The angel smiled, and it was startling to see such open, kind welcome on a face that could’ve been a duplicate of Lijuan’s but for the color of Suyin’s eyes and the beauty spot. “And who are you, youngling?”

Andromeda supposed she was young in comparison to an angel many thousands of years old. “Andromeda,” she said. “A scholar.”

“Ah.” Returning her eyes to her sketchpad, Suyin motioned her head toward the opposite sofa. “Sit, Andromeda,” she said in the same aged dialect she’d used earlier. “Tell me what you do here.”

Andromeda saw no reason to lie.

Pencil motionless on her sketchpad, Suyin looked at her with sad eyes once she was done. “My aunt will not allow you to leave.”

“I know.” It was no longer Lijuan she saw when she looked at Suyin. The other woman’s own spirit was too bright and too gentle both. “Have you been imprisoned here all this time?” It must’ve felt like living death to an angel who, according to the histories Andromeda had read, had loved to fly the world.

“I was given the choice to Sleep or to die. And in this, I was . . . lucky, for others who helped build this citadel and thus knew its secrets, were all executed.” Sorrow in every part of her as she flipped a page and began to sketch again. “I chose to Sleep, but I wake every few hundred years to see if this prison I built has fallen and I can fly to freedom.” The quiet horror of her pain made Andromeda’s eyes sting. “Yet each time I wake, my aunt is more powerful, more a nightmare.”

Andromeda wanted to trust this woman who appeared to be a fellow captive, but she couldn’t. Not so quickly. Yet she risked asking, “Did you ever try to escape?”

Setting aside her sketchpad, Suyin rose to her feet and turned. Andromeda cried out, one trembling hand rising to her mouth. Suyin was missing most of the lower half of one wing, the exposed muscle and tendon of the bottom edge hot and red.

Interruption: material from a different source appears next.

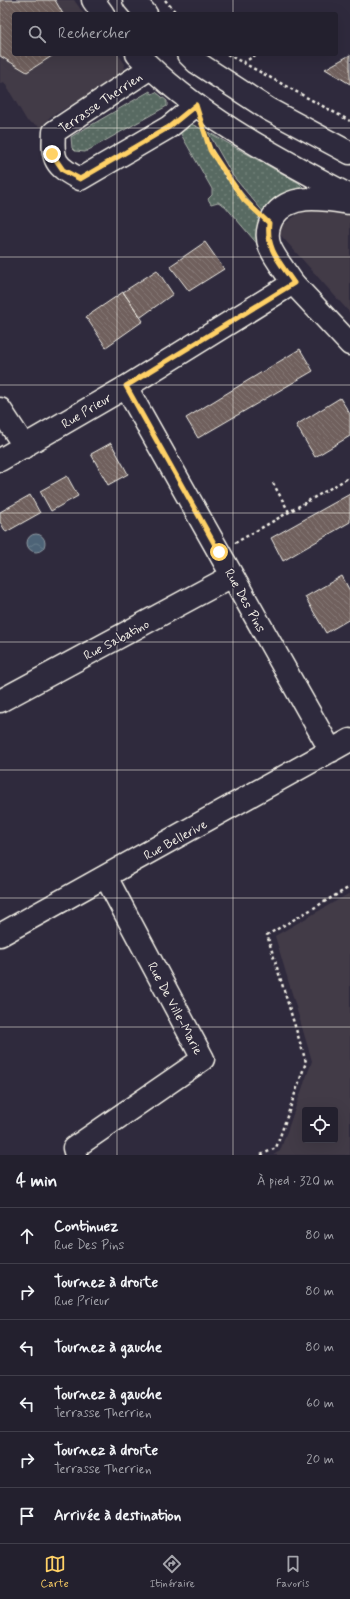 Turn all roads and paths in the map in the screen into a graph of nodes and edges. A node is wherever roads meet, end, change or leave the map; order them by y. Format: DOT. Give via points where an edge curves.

“I tried to escape the first time I woke,” Suyin said after sitting back down, the faint breathlessness in her voice the only indication of what must be agonizing pain.

She nodded to the crossed swords mounted on the wall behind Andromeda. “The blades used to clip my wings each time I wake.”

Andromeda couldn’t imagine the endless horror. “How are you sane?” she whispered.

“I do not know myself.” Suyin’s fine-boned hand moved over the paper in confident strokes. “Perhaps because I was old enough before my imprisonment that I understand time passes like an inexorable river, bringing change with it.”